The next day, he made more baby steps to rebuilding his confidence. He went 0/3 with a walk, but he didn’t chase, he didn’t take a horrible swing and didn’t set himself back. Not every day is a miraculous leap forward, sometimes you’ve gotta keep steady:
The next day, he mashed an RBI-double over the center fielder. Like having a brief but uplifting text conversation. Something moving things along. Look at his body language now:
He’s 3 days removed from ending that soul-crushing summer slump and starting to feel himself again. I bet he’s thinking he’s actually a pretty decent fella again.

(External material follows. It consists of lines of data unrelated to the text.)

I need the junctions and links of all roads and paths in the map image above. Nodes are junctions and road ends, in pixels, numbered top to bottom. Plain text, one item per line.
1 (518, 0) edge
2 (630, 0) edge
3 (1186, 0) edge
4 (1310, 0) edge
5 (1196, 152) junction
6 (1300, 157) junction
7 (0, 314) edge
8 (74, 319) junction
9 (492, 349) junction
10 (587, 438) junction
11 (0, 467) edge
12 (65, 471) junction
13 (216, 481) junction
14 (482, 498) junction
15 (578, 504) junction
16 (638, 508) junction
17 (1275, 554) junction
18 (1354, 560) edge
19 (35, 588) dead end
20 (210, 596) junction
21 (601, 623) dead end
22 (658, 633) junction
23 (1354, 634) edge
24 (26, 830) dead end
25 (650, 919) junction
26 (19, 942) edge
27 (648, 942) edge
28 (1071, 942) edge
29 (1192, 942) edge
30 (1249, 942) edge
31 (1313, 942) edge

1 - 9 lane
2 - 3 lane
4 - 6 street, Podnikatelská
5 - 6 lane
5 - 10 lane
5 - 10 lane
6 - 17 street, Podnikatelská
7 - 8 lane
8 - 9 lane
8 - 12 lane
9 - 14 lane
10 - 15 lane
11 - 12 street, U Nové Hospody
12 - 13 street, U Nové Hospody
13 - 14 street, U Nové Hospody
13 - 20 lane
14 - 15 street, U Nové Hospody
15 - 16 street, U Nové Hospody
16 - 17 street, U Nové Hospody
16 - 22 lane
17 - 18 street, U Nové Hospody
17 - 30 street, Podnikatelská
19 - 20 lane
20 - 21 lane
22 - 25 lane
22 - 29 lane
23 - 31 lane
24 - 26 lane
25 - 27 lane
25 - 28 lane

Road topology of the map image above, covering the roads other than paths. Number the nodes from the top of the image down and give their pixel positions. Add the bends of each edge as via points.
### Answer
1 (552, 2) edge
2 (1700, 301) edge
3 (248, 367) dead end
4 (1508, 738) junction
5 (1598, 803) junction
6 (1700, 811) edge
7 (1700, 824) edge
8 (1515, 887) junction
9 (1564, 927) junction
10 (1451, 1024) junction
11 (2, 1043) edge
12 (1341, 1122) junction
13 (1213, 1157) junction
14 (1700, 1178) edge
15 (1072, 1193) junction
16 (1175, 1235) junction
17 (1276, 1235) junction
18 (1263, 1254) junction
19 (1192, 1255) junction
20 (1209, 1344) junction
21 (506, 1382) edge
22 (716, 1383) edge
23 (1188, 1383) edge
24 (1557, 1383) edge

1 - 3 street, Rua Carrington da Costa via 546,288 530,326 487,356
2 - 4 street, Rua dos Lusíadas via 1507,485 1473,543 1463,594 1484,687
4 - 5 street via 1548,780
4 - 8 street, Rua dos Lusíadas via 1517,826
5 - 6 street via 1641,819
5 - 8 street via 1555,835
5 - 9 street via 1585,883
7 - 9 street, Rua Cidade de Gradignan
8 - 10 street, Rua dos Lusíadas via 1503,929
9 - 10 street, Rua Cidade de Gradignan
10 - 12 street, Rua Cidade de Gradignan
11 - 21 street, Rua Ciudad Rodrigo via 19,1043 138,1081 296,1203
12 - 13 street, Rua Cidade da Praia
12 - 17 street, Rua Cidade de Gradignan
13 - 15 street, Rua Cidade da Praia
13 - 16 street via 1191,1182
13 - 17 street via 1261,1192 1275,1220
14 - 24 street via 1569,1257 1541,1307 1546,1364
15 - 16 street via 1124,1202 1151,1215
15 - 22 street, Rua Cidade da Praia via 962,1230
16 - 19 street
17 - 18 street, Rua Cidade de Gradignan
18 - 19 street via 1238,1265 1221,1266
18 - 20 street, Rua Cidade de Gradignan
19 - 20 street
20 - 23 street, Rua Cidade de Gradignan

The very next game it all clicked. The perseverance and mental toughness to push through the slump, accepting the small but important advances back to where he wants to be, seeing glimpses of that person. And then, boom:
A four-for-four night with a walk, a stolen base, two big runs and he’s got his mojo back. Two games later he’d go 2/5 with 2 doubles as his confidence increased. Then, on August 9th, he hit this home run:
He had the only RBI in a 1-0 victory for his team. And at the end of the game his batting average had recovered everything he lost during the slump. He was hitting .261. He brought himself up off the mat and won.
I can’t get ahead of myself. I ain’t hitting line drive doubles and game-winning home runs anytime soon. Even that bloop single would be a game changer right now. So where am I on this road back to finding someone?